To the farming communities who’ve heard rumors: I’m helping build markets for your production while converting urban waste into soil amendments you want to buy. No ideological conversion required—just coordination opportunities serving mutual benefit.
To the climate advocates discovering food systems matter: 35% of emissions await coordination strategies that build community wealth while addressing planetary healing.
To the international networks already embracing these approaches: let’s accelerate knowledge transfer and replication across continents through RIA and other platforms.
To everyone who’s been wondering what happened and what’s next: this is who I am now, this is what I’m building globally through volunteer advocacy, and you’re welcome to reconnect if solutions interest you more than institutional drama.
Moving Forward: Water Flows Around Obstacles
His name was Larry Hernandez. I’m building coordination infrastructure that could have saved him and too many others—with or without domestic permission.
The water is flowing around artificial obstacles toward fertile ground where communities are ready to build what they need. Climate solutions that create community wealth. Food systems that eliminate dependency relationships. Coordination infrastructure that enables traditional knowledge enhanced with appropriate technology.
Everyone reading this has a choice: Keep playing games with people who need enemies to feel important, or rise to coordination intelligence level where we build solutions that make old conflicts obsolete.
Through my volunteer advocacy, I’m supporting infrastructure addressing 35% of climate emissions while creating community wealth and food security across three continents.
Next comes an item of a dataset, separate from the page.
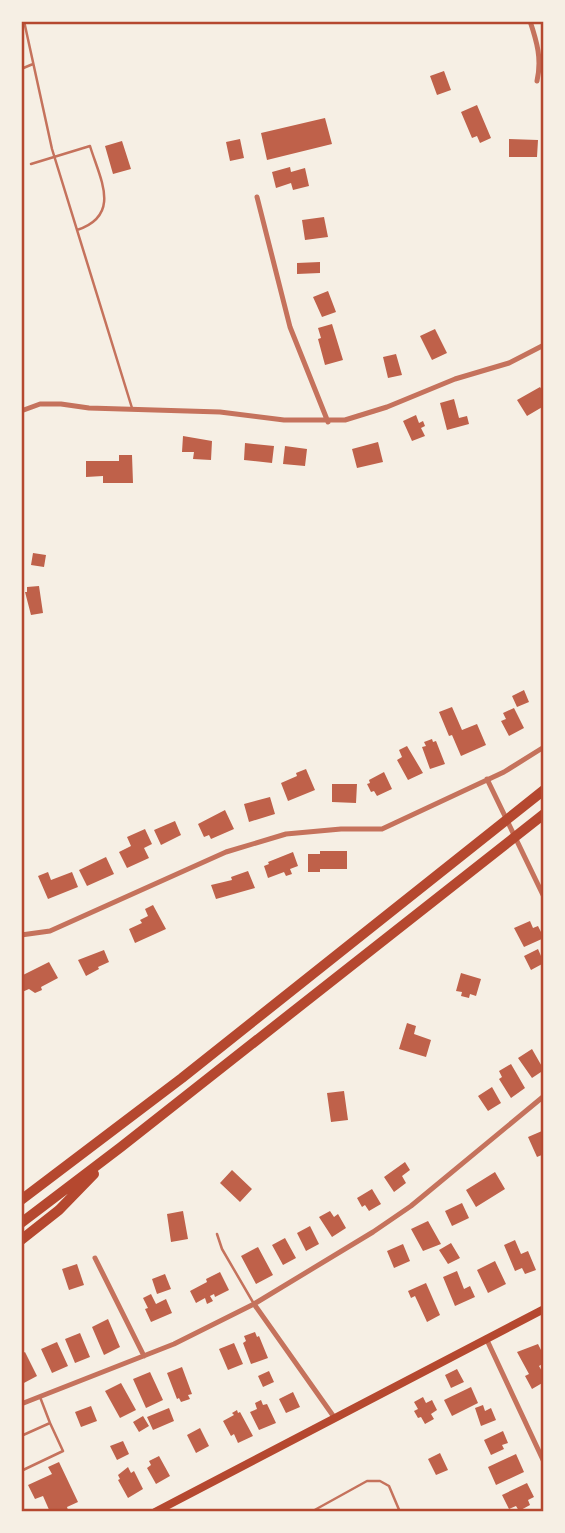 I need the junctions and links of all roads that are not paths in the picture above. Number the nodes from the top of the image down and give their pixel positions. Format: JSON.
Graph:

If that doesn’t seem like legitimate climate advocacy to you, examine whether you’re focused on opposition rather than committed to outcomes.
Fellowship of Living Systems represents what becomes possible when communities bypass gatekeeping systems to build coordination infrastructure they actually need. We’re just getting started.
The door is open. The water is flowing. Choose your level.
Shannon Dobbs
Founder, Fellowship of Living Systems
Vice President & Co-founder, Regenerative Impact Alliance
Certified Regenerative Practitioner
International Community Coordination Infrastructure
P.S. To those who participated in spreading misinformation: your efforts accelerated innovation toward solutions you can’t suppress. Thank you for the unintended motivation to build something better.